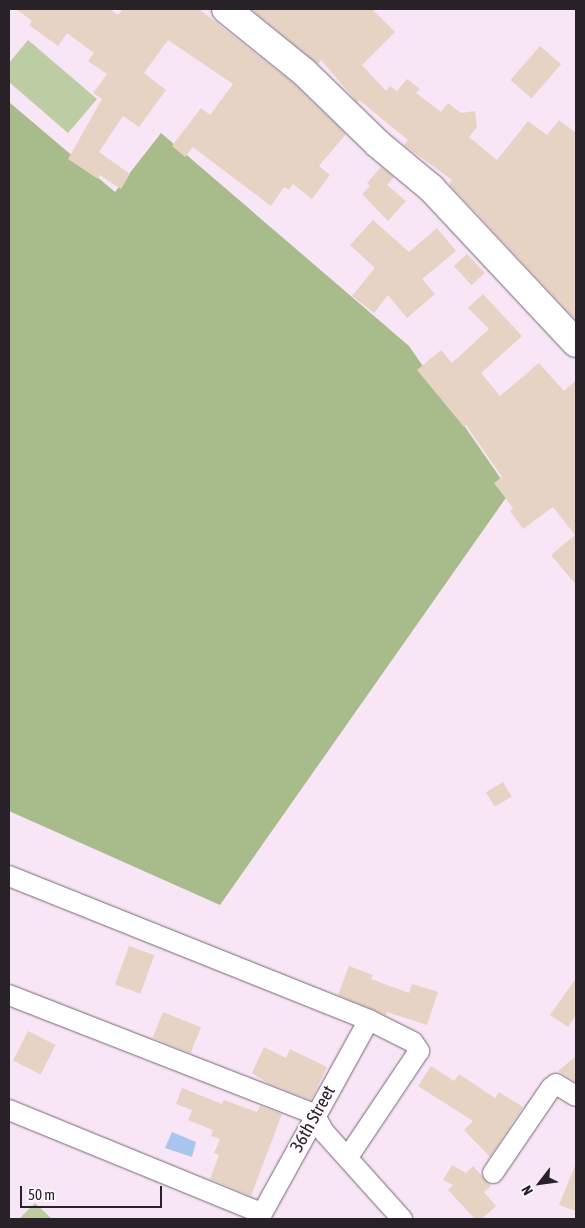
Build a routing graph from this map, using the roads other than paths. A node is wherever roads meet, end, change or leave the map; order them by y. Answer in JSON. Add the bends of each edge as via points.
{"nodes":[{"id":1,"x":226,"y":9,"type":"edge"},
{"id":2,"x":576,"y":343,"type":"edge"},
{"id":3,"x":9,"y":876,"type":"edge"},
{"id":4,"x":9,"y":995,"type":"edge"},
{"id":5,"x":369,"y":1020,"type":"junction"},
{"id":6,"x":576,"y":1096,"type":"edge"},
{"id":7,"x":9,"y":1110,"type":"edge"},
{"id":8,"x":314,"y":1114,"type":"junction"},
{"id":9,"x":348,"y":1157,"type":"junction"},
{"id":10,"x":493,"y":1173,"type":"dead end"},
{"id":11,"x":261,"y":1216,"type":"edge"},
{"id":12,"x":394,"y":1216,"type":"edge"}],
"edges":[{"from":1,"to":2,"type":"street","via":[[304,72],[378,144],[431,188]]},
{"from":3,"to":5,"type":"street"},
{"from":4,"to":8,"type":"street"},
{"from":5,"to":8,"type":"street","name":"36th Street"},
{"from":5,"to":9,"type":"street","via":[[414,1042],[419,1051]]},
{"from":6,"to":10,"type":"street","via":[[556,1084]]},
{"from":7,"to":11,"type":"street"},
{"from":8,"to":9,"type":"street","via":[[324,1132]]},
{"from":8,"to":11,"type":"street","name":"36th Street"},
{"from":9,"to":12,"type":"street"}]}
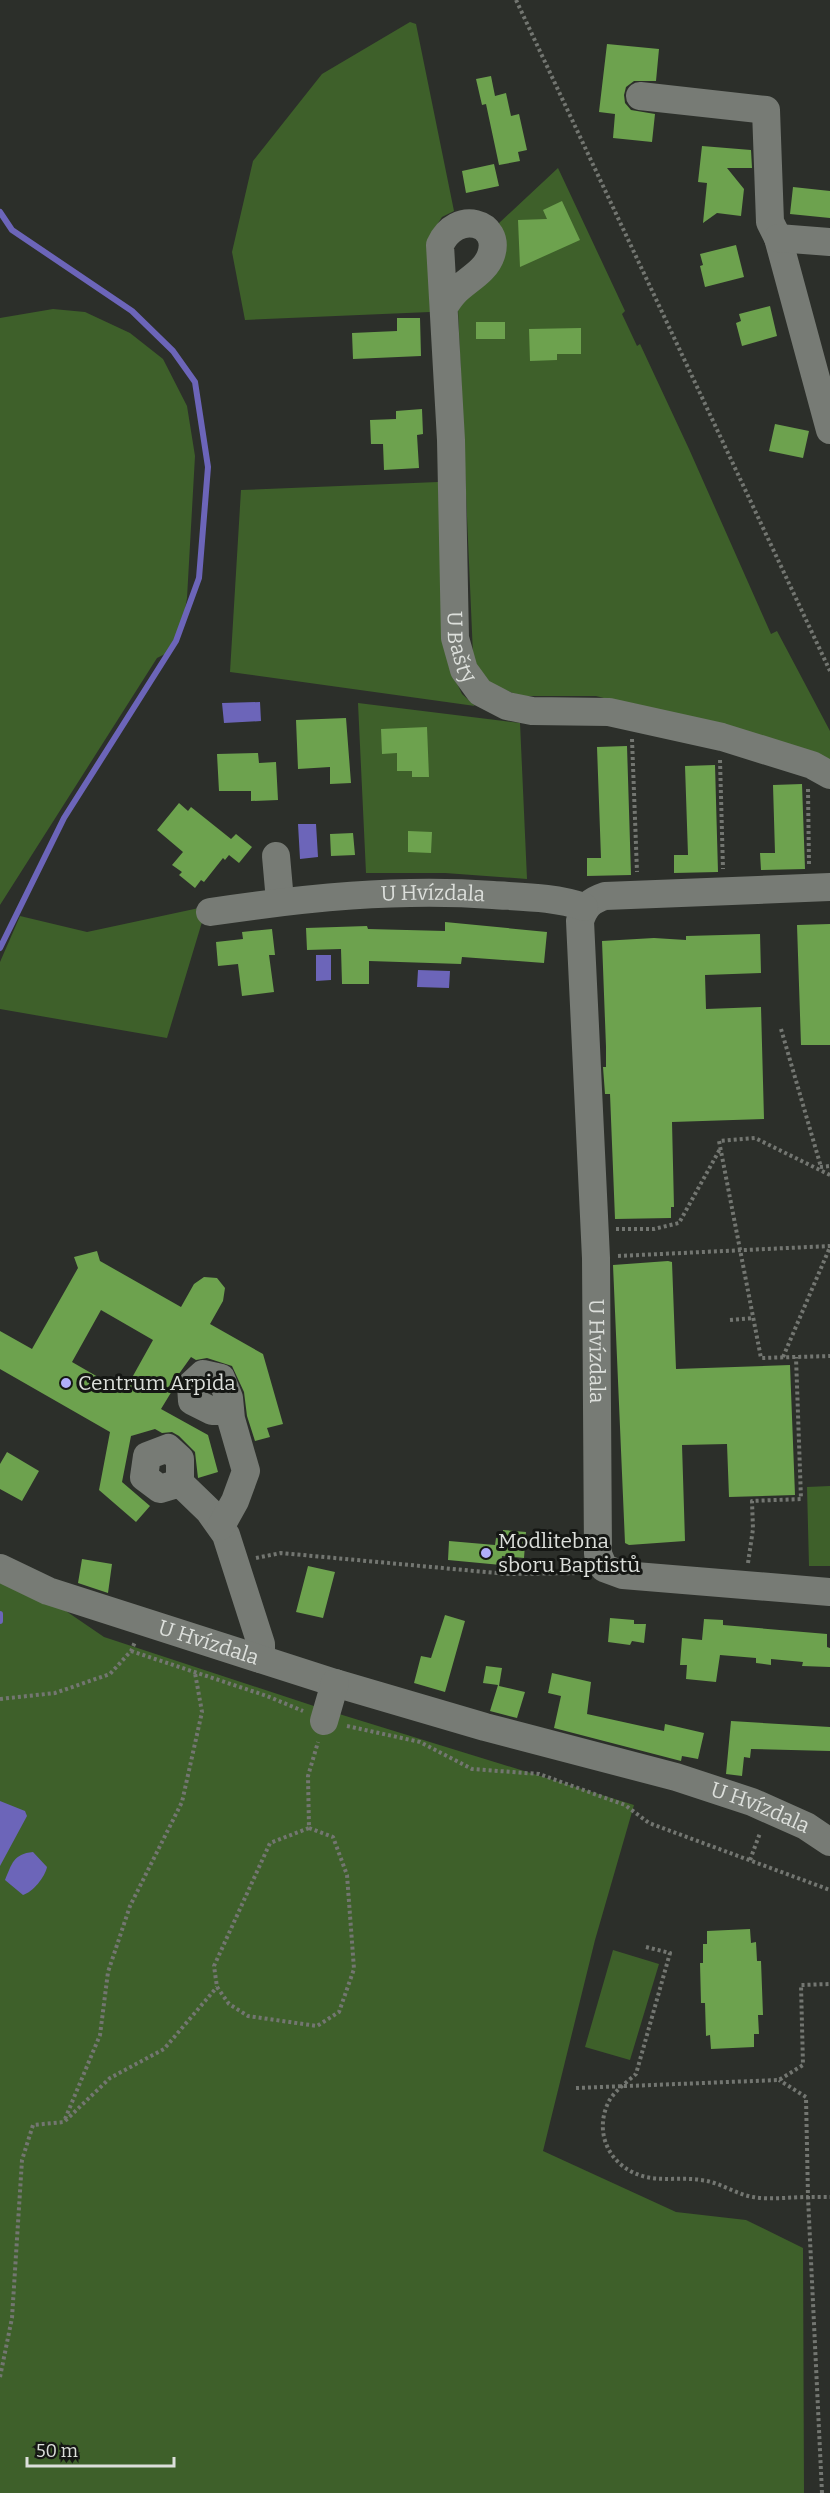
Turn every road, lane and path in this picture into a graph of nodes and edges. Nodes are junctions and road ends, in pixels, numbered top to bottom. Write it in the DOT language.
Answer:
graph roads {
  1 [pos="516,0"];
  2 [pos="640,96"];
  3 [pos="778,238"];
  4 [pos="830,242"];
  5 [pos="444,307"];
  6 [pos="830,430"];
  7 [pos="830,671"];
  8 [pos="632,717"];
  9 [pos="721,736"];
  10 [pos="819,770"];
  11 [pos="276,856"];
  12 [pos="820,887"];
  13 [pos="724,891"];
  14 [pos="638,894"];
  15 [pos="280,902"];
  16 [pos="584,908"];
  17 [pos="210,912"];
  18 [pos="781,1029"];
  19 [pos="720,1148"];
  20 [pos="830,1166"];
  21 [pos="814,1167"];
  22 [pos="821,1167"];
  23 [pos="830,1175"];
  24 [pos="596,1244"];
  25 [pos="830,1246"];
  26 [pos="740,1250"];
  27 [pos="754,1318"];
  28 [pos="730,1320"];
  29 [pos="830,1356"];
  30 [pos="783,1357"];
  31 [pos="796,1357"];
  32 [pos="230,1411"];
  33 [pos="180,1483"];
  34 [pos="221,1526"];
  35 [pos="236,1563"];
  36 [pos="0,1568"];
  37 [pos="604,1568"];
  38 [pos="747,1585"];
  39 [pos="830,1592"];
  40 [pos="144,1622"];
  41 [pos="131,1651"];
  42 [pos="261,1659"];
  43 [pos="195,1672"];
  44 [pos="335,1683"];
  45 [pos="0,1699"];
  46 [pos="324,1721"];
  47 [pos="309,1828"];
  48 [pos="760,1833"];
  49 [pos="830,1842"];
  50 [pos="750,1860"];
  51 [pos="830,1890"];
  52 [pos="646,1947"];
  53 [pos="830,1984"];
  54 [pos="217,1988"];
  55 [pos="779,2080"];
  56 [pos="622,2086"];
  57 [pos="576,2088"];
  58 [pos="64,2122"];
  59 [pos="808,2197"];
  60 [pos="830,2197"];
  61 [pos="0,2377"];
  62 [pos="822,2493"];
  1 -- 7 [label="path"];
  2 -- 3 [label="street"];
  3 -- 4 [label="street"];
  3 -- 6 [label="street"];
  5 -- 8 [label="street, U Bašty"];
  8 -- 9 [label="street, U Bašty"];
  8 -- 14 [label="path"];
  9 -- 10 [label="street, U Bašty"];
  9 -- 13 [label="path"];
  10 -- 12 [label="path"];
  11 -- 15 [label="street"];
  12 -- 13 [label="street"];
  13 -- 14 [label="street"];
  14 -- 16 [label="street"];
  15 -- 16 [label="street, U Hvízdala"];
  15 -- 17 [label="street, U Hvízdala"];
  16 -- 24 [label="street, U Hvízdala"];
  18 -- 22 [label="path"];
  19 -- 21 [label="path"];
  19 -- 24 [label="path"];
  19 -- 26 [label="path"];
  20 -- 22 [label="path"];
  21 -- 22 [label="path"];
  21 -- 23 [label="path"];
  24 -- 26 [label="path"];
  24 -- 37 [label="street, U Hvízdala"];
  25 -- 26 [label="path"];
  25 -- 30 [label="path"];
  26 -- 27 [label="path"];
  27 -- 28 [label="path"];
  27 -- 30 [label="path"];
  29 -- 31 [label="path"];
  30 -- 31 [label="path"];
  31 -- 38 [label="path"];
  32 -- 34 [label="street"];
  33 -- 34 [label="street"];
  34 -- 35 [label="street"];
  35 -- 37 [label="path"];
  35 -- 42 [label="street"];
  36 -- 40 [label="street, U Hvízdala"];
  37 -- 38 [label="street"];
  38 -- 39 [label="street"];
  40 -- 41 [label="path"];
  40 -- 42 [label="street, U Hvízdala"];
  41 -- 43 [label="path"];
  41 -- 45 [label="path"];
  42 -- 44 [label="street, U Hvízdala"];
  43 -- 46 [label="path"];
  43 -- 58 [label="path"];
  44 -- 46 [label="street"];
  44 -- 49 [label="street, U Hvízdala"];
  46 -- 47 [label="path"];
  46 -- 50 [label="path"];
  47 -- 54 [label="path"];
  47 -- 54 [label="path"];
  48 -- 50 [label="path"];
  50 -- 51 [label="path"];
  52 -- 56 [label="path"];
  53 -- 55 [label="path"];
  54 -- 58 [label="path"];
  55 -- 56 [label="path"];
  55 -- 59 [label="path"];
  56 -- 57 [label="path"];
  56 -- 59 [label="path"];
  58 -- 61 [label="path"];
  59 -- 60 [label="path"];
  59 -- 62 [label="path"];
}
=-=-=
▶ [Description of the task]:
Which lines above contain the word "roads"? Show each of them.

▶ [Answer section]:
Build a routing graph from this map, using the roads other than paths. A node is wherever roads meet, end, change or leave the map; order them by y. Answer in JSON. Add the bends of each edge as via points.
graph roads {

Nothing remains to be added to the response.